A randomized trial in JAMA Psychiatry has answered a question that determines how the fastest-growing form of depression neuromodulation scales: is it worth aiming accelerated transcranial magnetic stimulation with an individual brain scan, or is the cheap scalp-landmark method good enough? The answer, from investigators at Mass General Brigham, is that personalized, connectivity-based targeting produced significantly better outcomes, an 80 percent response rate against 60 percent for scalp-based targeting. That tilts the field toward precision, and toward the cost and infrastructure that precision requires.
Why targeting is the question
TMS, cleared for depression since 2008, stimulates the dorsolateral prefrontal cortex with magnetic pulses. Accelerated TMS, which delivers several sessions a day and condenses a multi-week course into about one week, is the field’s frontier, the lineage of the Stanford-developed protocol that won FDA clearance. The unresolved problem has been where to aim. The conventional method uses scalp landmarks, cheap, fast, and requiring no imaging, but it frequently misses the intended cortical site and varies considerably from one patient to the next. The alternative uses an individual’s resting-state functional MRI to locate the prefrontal site most connected to a deeper mood-regulating region, which is personalized but requires a scan and specialized analysis. The whole debate over personalized TMS has turned on whether that extra cost buys better outcomes.
What the trial found
The trial randomized patients with treatment-resistant depression to connectivity-based or scalp-based targeting for high-dose accelerated TMS. One month after treatment, the connectivity-based group showed significantly greater improvement on the standard depression rating scale and a higher response rate, 80 percent versus 60 percent. It is among the first proper randomized comparisons to show that imaging-guided personalization actually improves outcomes, rather than simply being more precise in theory. Notably, it is a head-to-head of two active targeting methods rather than a comparison against sham, which sidesteps the placebo and blinding problems that have plagued so much of the neuromodulation literature, and that makes the result cleaner than most.
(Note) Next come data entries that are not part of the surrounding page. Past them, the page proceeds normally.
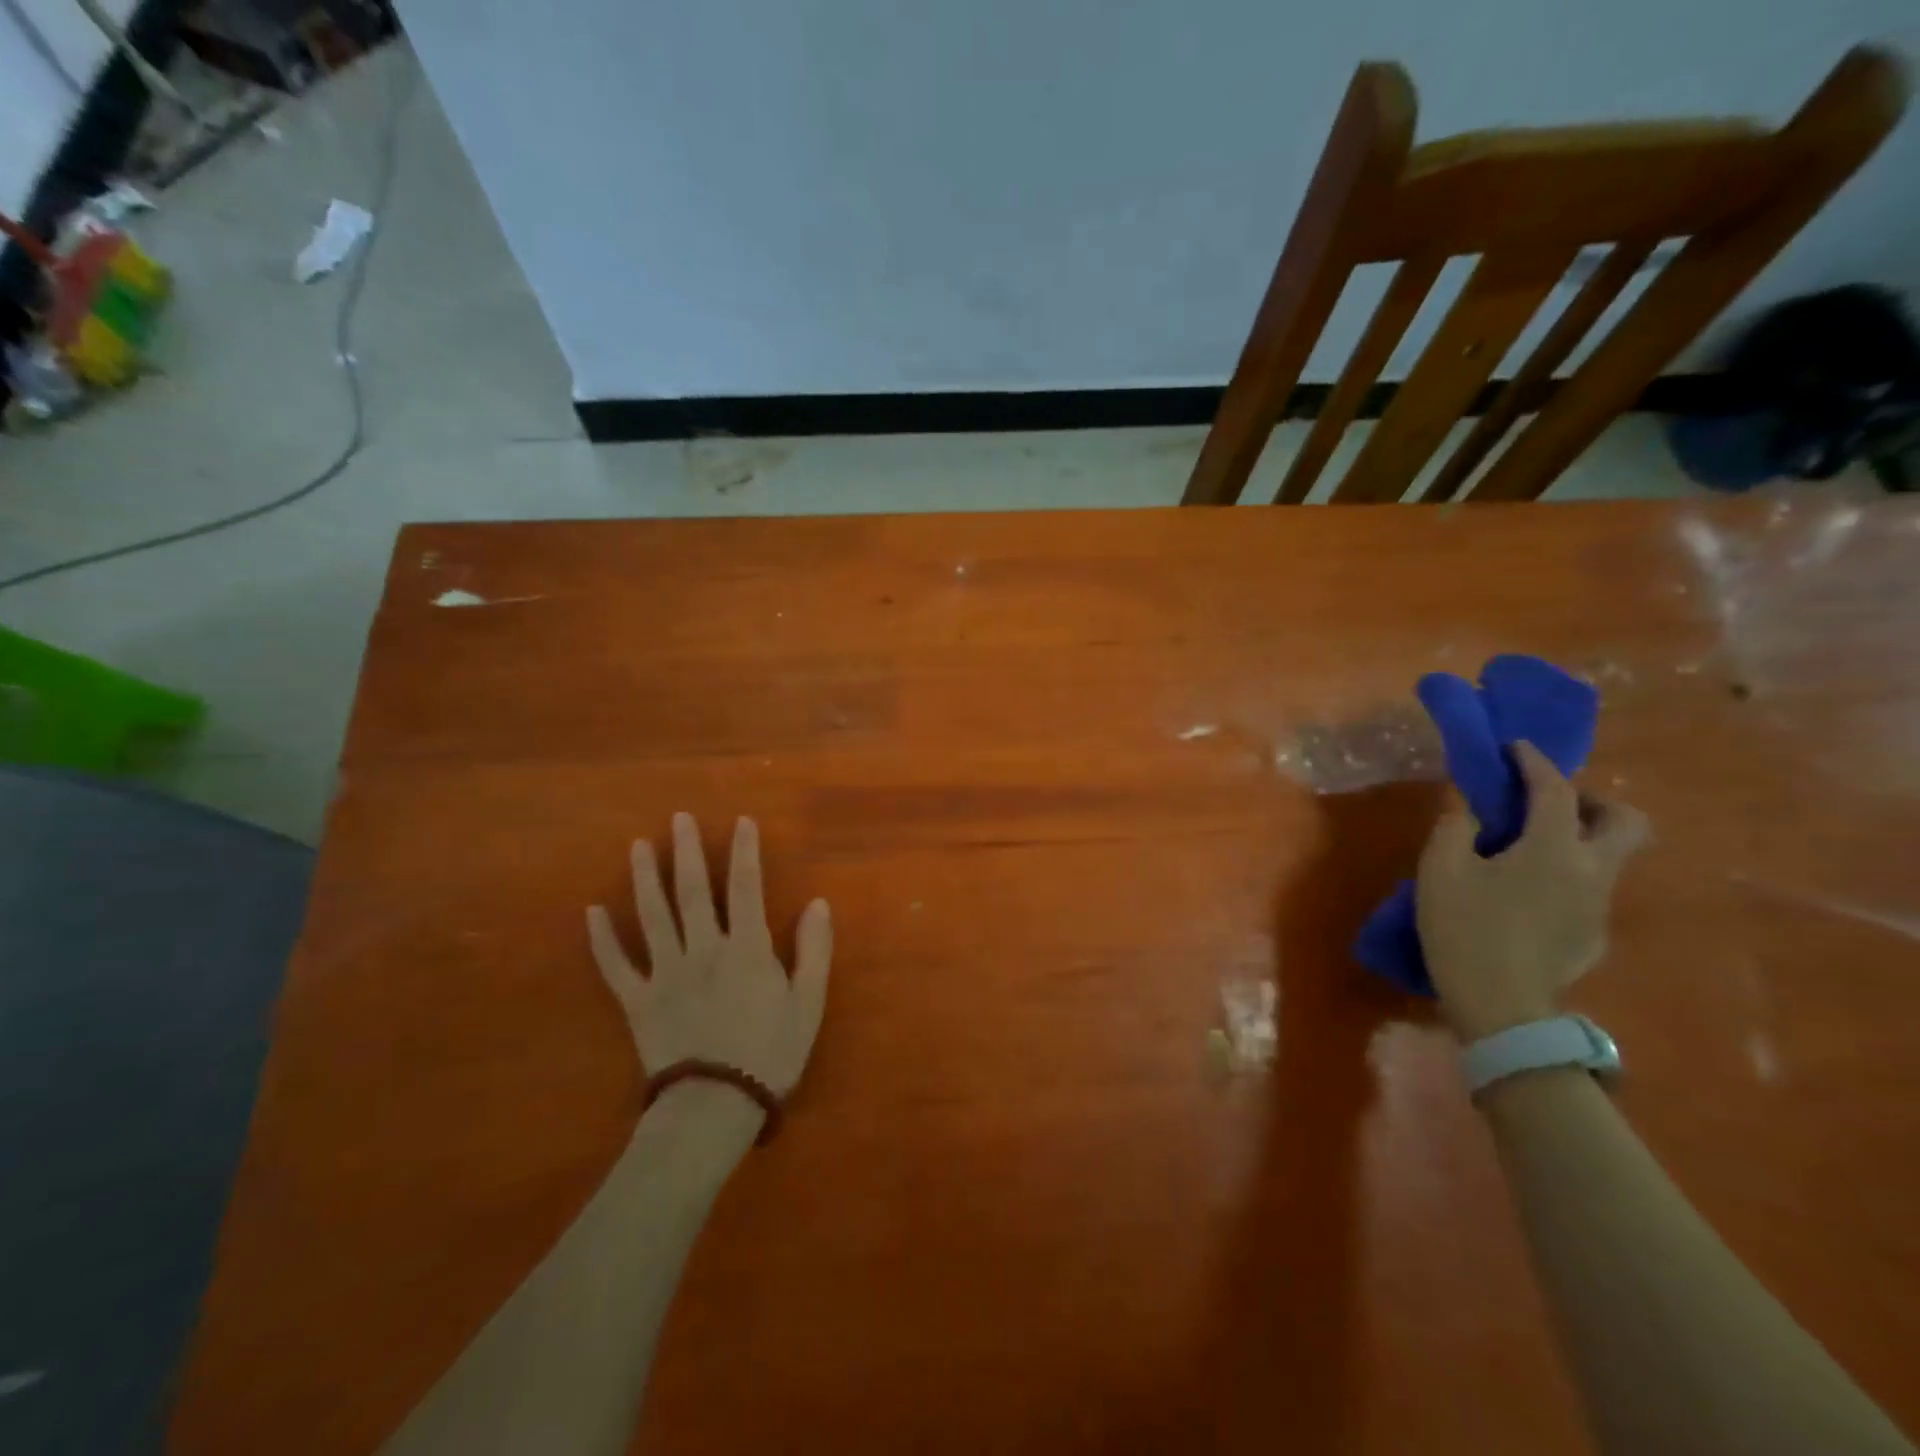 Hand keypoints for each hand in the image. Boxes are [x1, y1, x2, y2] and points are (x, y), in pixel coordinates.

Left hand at [587, 813, 830, 1100]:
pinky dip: (602, 939)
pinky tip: (592, 912)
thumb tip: (817, 903)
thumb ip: (813, 949)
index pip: (746, 887)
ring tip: (638, 846)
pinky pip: (615, 965)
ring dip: (645, 878)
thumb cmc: (771, 1053)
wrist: (715, 1107)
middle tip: (678, 818)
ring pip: (652, 916)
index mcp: (746, 947)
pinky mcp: (638, 1001)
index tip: (741, 821)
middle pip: (693, 891)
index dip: (744, 852)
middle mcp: (703, 949)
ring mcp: (665, 973)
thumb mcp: (809, 1002)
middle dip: (687, 851)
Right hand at [1417, 742, 1647, 1042]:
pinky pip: (1588, 889)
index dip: (1535, 762)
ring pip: (1608, 856)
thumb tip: (1468, 810)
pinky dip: (1564, 875)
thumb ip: (1454, 828)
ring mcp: (1599, 906)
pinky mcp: (1594, 935)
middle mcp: (1591, 871)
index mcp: (1553, 849)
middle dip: (1592, 800)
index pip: (1555, 789)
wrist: (1499, 1006)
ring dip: (1577, 838)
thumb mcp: (1440, 870)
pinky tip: (1524, 894)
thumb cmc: (1464, 928)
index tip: (1515, 747)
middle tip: (1549, 802)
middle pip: (1625, 821)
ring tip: (1526, 848) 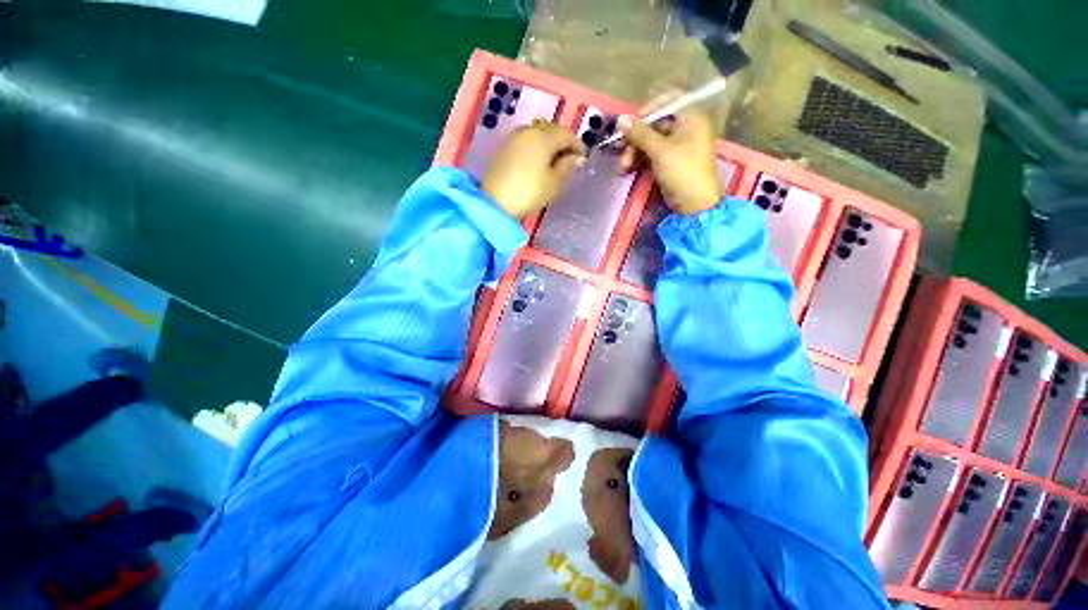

Why it matters beyond the result
TMS is the most widely deployed neuromodulation modality in psychiatry, and accelerated protocols are scaling quickly, which makes the targeting method the fork in how the whole field grows. Scalp-based targeting is cheap, fast, needs no imaging, and can be delivered almost anywhere. Connectivity-based targeting requires an individual functional MRI and expert analysis, which is expensive, specialized, and concentrated at imaging-capable centers. By giving the precision approach its first strong efficacy evidence, this trial pushes the field, and eventually payers and clinical guidelines, toward expecting imaging. That raises per-patient cost, narrows where accelerated TMS can be delivered well, and advantages the commercial players built around precision protocols. The trade is better outcomes for higher cost and less accessibility, and this result moves the field toward paying it.
The caveats
Several are substantial. The senior authors hold intellectual property on connectivity-based TMS targeting and have commercial ties to the companies advancing precision TMS, so a trial showing the personalized method wins, conducted by people with a stake in the personalized method, warrants scrutiny even with their statement that the specific intellectual property was not used in the study; independent replication matters more than usual here. The mechanism is also unresolved: related work from the same group found that symptom improvement did not correlate with how much the targeted circuit’s connectivity actually changed, so the personalized approach works without a clear account of why, which is a loose end beneath the headline. And this is a single trial, with the full effect size, blinding rigor, and durability still to be read in the complete paper and confirmed in replication. The trial demonstrates an efficacy edge, not cost-effectiveness, which is the question payers will ultimately ask: whether the scan is worth it per outcome gained.
The frame
Accelerated TMS is the neuromodulation modality genuinely scaling in depression, and this trial answers the question that governs how it scales. Personalization works, which means the field is heading toward imaging-guided precision and the cost and concentration that come with it. Unlike the sham-response problem that has dogged vagus nerve and deep brain stimulation, this is a mature, head-to-head comparison of two delivery methods, a sign that TMS sits further along the deployment curve than the rest of the neuromodulation category. The caveats, the author conflicts, the unexplained mechanism, and the single-trial status, are real and worth holding. But the direction is clear: the first strong randomized evidence on the question votes for paying for precision. The consequence is a version of TMS that needs an MRI and an expert to deliver well, which is better medicine and less accessible medicine at once, and the tension between those two is the thing to watch as accelerated TMS expands.